La parabola del figlio prodigo. Riflessioni sulle pagine del Vangelo di domenica 27 marzo
Carissime/i,
nella pagina odierna (Luca 15,1-32), Gesù annunzia la misericordia gratuita di Dio, forza capace di cambiare le nostre vite. E lo fa con la parabola più famosa, più bella, definita il Vangelo della misericordia dentro il Vangelo, la parabola del Figliol prodigo o del Padre misericordioso.
“Un uomo aveva due figli. Il più giovane dei due disse al padre: Padre, dammi la parte di patrimonio che mi spetta. Ed egli divise tra loro le sue sostanze. Pochi giorni dopo, il figlio più giovane, raccolte le sue cose, partì per un paese lontano e là sperperò il suo patrimonio vivendo in modo dissoluto”.

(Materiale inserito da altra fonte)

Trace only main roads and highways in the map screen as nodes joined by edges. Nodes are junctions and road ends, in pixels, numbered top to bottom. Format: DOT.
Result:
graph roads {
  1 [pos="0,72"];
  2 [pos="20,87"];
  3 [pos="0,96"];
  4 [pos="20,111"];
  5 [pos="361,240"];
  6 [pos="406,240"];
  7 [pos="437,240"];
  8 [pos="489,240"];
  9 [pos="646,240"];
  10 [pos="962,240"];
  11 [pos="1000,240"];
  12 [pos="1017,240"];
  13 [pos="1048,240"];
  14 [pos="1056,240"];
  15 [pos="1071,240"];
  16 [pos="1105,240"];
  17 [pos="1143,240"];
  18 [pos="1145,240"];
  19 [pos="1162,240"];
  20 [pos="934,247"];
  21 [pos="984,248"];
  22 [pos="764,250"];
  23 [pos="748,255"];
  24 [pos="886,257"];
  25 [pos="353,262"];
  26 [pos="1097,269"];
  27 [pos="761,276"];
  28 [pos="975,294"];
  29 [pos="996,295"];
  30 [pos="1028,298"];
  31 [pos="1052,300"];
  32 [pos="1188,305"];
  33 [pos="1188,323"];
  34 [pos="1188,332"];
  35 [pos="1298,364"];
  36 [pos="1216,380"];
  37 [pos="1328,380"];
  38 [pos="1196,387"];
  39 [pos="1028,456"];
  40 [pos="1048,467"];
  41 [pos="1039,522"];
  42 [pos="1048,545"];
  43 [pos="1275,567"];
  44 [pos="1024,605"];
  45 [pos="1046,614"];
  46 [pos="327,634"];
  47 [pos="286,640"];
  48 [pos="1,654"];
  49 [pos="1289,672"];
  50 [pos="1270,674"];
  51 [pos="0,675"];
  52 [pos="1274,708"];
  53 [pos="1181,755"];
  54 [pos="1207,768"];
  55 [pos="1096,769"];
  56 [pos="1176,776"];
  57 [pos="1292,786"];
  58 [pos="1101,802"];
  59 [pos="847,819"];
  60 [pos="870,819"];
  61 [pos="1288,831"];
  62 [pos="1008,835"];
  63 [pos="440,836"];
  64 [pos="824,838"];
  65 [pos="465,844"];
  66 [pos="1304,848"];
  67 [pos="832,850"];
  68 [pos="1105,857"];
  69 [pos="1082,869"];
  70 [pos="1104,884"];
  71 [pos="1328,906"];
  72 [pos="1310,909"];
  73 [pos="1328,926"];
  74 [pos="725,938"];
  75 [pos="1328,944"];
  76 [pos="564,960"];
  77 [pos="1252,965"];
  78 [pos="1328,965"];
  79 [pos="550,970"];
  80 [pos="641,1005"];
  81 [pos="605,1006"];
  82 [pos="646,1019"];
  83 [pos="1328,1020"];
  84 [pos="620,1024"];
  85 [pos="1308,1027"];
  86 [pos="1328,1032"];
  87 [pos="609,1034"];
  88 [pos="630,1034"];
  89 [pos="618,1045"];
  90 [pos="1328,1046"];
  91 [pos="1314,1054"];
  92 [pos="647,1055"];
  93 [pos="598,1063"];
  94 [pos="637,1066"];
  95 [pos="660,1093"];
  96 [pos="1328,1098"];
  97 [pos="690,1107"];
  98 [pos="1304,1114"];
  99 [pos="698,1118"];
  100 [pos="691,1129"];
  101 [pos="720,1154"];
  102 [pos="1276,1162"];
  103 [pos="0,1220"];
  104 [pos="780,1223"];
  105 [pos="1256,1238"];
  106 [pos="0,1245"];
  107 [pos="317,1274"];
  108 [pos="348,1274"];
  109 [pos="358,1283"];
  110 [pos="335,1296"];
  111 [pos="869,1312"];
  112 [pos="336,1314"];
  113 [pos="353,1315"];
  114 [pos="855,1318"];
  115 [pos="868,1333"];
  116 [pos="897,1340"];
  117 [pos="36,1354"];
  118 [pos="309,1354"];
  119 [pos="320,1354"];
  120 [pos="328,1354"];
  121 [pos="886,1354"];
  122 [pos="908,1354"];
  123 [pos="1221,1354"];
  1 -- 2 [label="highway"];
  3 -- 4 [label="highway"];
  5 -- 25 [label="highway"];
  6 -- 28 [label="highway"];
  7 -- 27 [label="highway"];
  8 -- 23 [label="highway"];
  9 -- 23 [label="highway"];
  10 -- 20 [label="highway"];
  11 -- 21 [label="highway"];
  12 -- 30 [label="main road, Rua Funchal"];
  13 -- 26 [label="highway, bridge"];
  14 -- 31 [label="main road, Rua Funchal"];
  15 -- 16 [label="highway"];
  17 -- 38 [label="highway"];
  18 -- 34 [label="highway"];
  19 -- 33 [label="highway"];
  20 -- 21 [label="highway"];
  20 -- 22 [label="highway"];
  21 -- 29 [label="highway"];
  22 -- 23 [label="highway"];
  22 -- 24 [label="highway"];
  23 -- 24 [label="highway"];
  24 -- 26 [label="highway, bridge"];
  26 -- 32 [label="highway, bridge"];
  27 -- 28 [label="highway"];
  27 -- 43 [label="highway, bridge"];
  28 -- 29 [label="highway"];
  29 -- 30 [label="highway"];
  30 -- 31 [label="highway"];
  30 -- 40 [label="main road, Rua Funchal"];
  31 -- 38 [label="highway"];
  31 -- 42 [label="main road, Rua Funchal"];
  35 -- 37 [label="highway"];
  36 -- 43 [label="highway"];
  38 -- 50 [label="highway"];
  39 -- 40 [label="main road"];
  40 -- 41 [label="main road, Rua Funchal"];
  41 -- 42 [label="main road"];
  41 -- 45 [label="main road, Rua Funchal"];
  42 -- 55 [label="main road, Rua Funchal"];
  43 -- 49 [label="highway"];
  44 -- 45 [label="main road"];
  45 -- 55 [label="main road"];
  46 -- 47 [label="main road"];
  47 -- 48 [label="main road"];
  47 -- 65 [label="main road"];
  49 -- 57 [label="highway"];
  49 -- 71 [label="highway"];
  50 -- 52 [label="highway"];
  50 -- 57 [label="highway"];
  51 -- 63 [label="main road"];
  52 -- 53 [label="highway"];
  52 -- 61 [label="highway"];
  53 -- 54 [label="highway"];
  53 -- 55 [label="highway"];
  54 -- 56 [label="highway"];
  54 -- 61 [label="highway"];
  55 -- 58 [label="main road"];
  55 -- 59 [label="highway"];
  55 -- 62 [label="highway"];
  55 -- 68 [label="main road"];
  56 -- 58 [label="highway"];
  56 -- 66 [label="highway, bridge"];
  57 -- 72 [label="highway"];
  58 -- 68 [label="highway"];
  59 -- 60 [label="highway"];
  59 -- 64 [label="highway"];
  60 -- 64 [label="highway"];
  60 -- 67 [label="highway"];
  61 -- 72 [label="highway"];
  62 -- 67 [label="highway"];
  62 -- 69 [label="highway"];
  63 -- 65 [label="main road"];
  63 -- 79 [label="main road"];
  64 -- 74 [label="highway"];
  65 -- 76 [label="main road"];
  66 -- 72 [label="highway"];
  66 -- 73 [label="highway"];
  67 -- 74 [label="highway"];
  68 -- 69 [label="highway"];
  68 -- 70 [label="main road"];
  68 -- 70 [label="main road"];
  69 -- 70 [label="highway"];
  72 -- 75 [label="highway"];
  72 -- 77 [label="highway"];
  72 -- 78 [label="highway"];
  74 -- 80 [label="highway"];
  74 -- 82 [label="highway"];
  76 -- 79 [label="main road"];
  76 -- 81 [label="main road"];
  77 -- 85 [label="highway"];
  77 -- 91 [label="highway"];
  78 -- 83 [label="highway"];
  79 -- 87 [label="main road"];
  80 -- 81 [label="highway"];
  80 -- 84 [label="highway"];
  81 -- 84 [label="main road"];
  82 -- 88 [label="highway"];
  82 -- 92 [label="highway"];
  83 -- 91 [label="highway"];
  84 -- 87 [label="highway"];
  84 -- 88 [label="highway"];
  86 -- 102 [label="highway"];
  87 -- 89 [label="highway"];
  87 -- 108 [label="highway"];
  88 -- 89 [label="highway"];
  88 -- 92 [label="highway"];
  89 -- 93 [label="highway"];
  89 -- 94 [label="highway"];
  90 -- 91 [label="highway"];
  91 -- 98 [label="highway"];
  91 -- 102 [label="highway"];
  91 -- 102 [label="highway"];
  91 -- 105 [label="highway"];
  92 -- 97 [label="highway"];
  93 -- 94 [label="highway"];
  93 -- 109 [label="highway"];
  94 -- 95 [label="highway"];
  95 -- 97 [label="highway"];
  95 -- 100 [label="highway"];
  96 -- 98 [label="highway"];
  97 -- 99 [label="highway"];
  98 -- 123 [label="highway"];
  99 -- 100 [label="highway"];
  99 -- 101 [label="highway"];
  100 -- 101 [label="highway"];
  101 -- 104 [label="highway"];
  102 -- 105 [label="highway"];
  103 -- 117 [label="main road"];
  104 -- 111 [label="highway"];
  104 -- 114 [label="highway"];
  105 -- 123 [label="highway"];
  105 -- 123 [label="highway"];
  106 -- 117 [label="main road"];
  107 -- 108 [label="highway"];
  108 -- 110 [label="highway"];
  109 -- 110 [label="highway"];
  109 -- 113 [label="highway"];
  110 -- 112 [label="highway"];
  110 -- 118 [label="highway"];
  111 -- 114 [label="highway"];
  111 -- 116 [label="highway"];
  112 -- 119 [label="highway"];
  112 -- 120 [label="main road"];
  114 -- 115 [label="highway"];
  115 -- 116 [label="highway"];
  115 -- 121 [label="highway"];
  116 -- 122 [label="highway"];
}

È la storia di una famiglia, di un padre con due figli, manca la madre. Nonostante la vigile presenza del padre, i due figli vivono lontani l’uno dall’altro. Il maggiore è tutto casa e campi. Il minore è inquieto, insoddisfatto, il suo cuore è pesante …e allora apre la porta e va via con tanti soldi e poco amore. Si perde nei bassifondi dell’esistenza umana, come si perdono, oggi, tanti giovani sprofondati nell’inferno della droga, affogati nella violenza, ingoiati da una inquietudine che non si placa mai.
E si perde anche il figlio maggiore dietro la monotonia delle stagioni che vanno e vengono, dietro l’incertezza dei raccolti, dietro un tempo che non ti dà l’opportunità di mangiare con gli amici neanche un capretto.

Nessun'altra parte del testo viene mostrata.